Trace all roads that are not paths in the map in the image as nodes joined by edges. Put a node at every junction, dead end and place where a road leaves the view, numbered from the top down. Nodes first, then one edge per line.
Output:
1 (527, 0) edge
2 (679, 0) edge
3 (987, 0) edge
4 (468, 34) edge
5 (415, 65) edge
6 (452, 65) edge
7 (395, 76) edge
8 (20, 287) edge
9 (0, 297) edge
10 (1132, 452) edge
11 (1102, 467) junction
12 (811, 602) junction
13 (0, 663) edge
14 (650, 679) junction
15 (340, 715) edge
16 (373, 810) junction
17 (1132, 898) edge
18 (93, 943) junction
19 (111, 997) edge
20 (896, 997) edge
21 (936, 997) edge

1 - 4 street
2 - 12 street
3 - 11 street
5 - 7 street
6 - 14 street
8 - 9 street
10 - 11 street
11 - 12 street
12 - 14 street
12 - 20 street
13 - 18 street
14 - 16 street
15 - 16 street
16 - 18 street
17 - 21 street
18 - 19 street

---

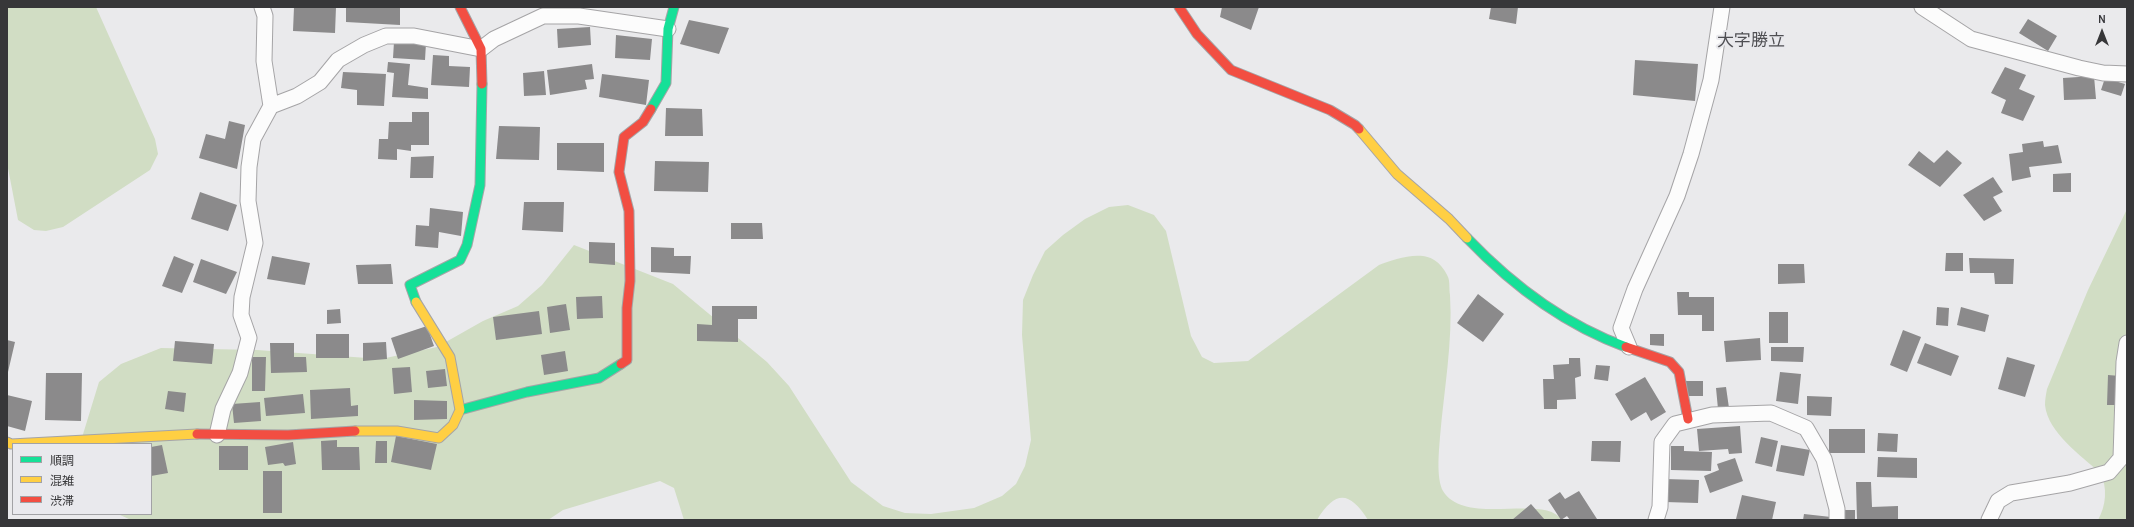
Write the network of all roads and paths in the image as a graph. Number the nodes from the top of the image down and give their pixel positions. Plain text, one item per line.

• [TASK INSTRUCTIONS]
Which of the lines above carry the string "roads"? Copy every one.

• [EXERCISE OUTPUT]
Trace all roads that are not paths in the map in the image as nodes joined by edges. Put a node at every junction, dead end and place where a road leaves the view, numbered from the top down. Nodes first, then one edge per line.
Write the network of all roads and paths in the image as a graph. Number the nodes from the top of the image down and give their pixel positions. Plain text, one item per line.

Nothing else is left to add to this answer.